Work instruction » Within the records, how many lines hold the word "شارع"? State that number alone.

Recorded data
────────

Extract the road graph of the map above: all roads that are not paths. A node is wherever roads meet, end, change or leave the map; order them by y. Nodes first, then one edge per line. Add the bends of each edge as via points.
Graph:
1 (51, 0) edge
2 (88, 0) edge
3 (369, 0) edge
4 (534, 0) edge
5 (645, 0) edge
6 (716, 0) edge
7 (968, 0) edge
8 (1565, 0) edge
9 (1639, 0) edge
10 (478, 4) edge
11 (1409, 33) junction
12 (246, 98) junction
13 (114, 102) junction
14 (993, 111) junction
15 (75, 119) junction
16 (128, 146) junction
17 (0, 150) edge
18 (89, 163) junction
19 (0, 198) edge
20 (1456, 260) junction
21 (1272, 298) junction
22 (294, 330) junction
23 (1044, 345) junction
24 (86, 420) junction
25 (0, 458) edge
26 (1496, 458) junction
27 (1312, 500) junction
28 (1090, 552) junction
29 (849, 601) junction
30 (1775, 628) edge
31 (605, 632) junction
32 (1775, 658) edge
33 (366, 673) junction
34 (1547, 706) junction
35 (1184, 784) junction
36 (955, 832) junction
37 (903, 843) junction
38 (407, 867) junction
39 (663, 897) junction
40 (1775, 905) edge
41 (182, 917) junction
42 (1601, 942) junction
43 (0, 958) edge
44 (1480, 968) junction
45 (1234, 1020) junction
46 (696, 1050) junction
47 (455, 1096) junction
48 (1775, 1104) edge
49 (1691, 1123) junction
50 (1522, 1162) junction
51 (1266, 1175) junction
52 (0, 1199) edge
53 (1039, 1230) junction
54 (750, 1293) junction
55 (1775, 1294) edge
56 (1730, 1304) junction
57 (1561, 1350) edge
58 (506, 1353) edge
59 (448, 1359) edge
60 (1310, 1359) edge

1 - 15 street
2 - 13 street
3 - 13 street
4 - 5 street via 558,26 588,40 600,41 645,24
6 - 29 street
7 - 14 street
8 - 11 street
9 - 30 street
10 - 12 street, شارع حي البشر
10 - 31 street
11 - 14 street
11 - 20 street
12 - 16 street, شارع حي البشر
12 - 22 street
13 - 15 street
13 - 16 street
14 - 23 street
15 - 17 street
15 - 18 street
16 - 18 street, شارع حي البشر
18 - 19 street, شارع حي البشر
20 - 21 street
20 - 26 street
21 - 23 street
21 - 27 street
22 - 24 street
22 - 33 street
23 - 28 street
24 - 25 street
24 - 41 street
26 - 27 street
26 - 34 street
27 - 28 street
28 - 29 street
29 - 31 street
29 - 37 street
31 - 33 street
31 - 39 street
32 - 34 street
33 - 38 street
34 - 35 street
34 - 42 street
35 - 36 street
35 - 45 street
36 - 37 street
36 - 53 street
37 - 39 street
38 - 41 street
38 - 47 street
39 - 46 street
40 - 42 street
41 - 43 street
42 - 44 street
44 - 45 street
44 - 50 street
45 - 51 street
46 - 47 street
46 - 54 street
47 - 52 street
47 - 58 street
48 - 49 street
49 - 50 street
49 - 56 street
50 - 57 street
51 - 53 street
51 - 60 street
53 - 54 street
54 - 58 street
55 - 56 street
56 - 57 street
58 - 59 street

────────

Answer for the task » 4